Either way, this sort of complexity is one reason I avoid XML like the plague and keep HTML at arm's length.

CargoCode is correct. Zalgo simply misread the question because he was so sick of similar subtly different questions.
This is what I really hate about the Zalgo answer. It is instilling people some vague sense that regular expressions are somehow bad, wrong and dangerous. But without any real arguments or contexts which would allow you to evaluate if the feeling is justified.
It doesn't work for me with regex101. "The preceding token is not quantifiable" on this part:

  | < (? \w+ )
See, this is kinda what I mean. Maybe you can detect tags with regex, but maybe you shouldn't, given the widespread but subtle differences in regex engines.

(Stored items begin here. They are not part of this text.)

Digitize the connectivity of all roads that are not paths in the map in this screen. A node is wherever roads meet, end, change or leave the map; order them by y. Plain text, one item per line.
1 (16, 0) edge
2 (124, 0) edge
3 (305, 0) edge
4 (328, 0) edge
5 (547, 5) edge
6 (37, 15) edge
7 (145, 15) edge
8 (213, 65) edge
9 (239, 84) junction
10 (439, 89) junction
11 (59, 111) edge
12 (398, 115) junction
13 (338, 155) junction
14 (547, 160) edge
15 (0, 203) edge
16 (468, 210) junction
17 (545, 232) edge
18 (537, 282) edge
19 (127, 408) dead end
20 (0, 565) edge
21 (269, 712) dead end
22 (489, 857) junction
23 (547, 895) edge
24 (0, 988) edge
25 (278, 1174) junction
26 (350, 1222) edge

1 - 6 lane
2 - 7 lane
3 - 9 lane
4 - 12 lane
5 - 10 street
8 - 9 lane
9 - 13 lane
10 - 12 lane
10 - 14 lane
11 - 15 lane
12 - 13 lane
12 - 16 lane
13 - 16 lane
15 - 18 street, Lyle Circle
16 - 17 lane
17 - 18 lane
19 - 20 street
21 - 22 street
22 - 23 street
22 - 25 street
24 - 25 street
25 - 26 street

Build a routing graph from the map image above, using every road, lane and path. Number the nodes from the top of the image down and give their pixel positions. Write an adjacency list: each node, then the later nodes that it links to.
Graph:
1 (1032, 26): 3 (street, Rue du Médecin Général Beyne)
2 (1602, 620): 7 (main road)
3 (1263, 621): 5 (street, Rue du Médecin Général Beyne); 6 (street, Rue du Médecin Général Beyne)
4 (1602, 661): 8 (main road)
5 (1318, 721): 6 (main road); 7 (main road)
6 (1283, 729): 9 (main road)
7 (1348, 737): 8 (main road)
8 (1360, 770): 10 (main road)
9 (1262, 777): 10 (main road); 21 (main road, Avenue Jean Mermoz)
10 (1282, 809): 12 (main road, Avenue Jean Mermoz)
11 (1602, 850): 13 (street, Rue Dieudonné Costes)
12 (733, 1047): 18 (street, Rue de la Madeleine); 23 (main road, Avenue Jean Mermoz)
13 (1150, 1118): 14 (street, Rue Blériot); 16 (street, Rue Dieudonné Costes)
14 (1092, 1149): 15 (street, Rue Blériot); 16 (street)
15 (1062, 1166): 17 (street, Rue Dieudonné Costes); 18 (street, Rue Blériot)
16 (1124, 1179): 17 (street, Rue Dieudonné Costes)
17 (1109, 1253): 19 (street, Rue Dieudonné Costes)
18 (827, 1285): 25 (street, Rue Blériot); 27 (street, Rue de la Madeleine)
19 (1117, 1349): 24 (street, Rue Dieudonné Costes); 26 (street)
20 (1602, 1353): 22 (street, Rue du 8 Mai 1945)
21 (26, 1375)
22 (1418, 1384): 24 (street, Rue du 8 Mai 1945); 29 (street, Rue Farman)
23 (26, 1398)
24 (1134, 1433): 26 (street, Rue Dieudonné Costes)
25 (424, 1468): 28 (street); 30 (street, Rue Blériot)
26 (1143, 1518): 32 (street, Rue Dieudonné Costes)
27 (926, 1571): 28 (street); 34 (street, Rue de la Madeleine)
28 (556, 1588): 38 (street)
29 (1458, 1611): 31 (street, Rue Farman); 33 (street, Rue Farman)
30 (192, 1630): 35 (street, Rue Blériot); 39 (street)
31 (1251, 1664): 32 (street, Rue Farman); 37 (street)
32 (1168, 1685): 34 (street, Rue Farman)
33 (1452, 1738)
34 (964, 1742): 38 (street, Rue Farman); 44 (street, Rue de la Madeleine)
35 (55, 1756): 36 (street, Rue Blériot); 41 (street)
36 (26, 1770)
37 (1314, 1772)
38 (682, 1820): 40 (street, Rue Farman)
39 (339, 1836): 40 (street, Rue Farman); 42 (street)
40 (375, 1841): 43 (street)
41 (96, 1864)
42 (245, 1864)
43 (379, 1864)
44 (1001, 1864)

Perhaps the entire approach of "why are you trying to parse X?" Needs to be traced and re-evaluated.

> Maybe you can detect tags with regex, but maybe you shouldn't...

So what do you think would be a more appropriate choice for writing a tokenizer?

You want (?:, not (?

Without the colon, the parser appears to be interpreting (? as "one or more instances of (", but ( is no a full expression by itself and therefore cannot be modified with a quantifier.

I actually meant (?<tag> in order to create a named capture.
It was supposed to be (?<tag> \w+ ) in order to create a named capture. The <tag> was apparently lost in editing. Thanks for the heads-up.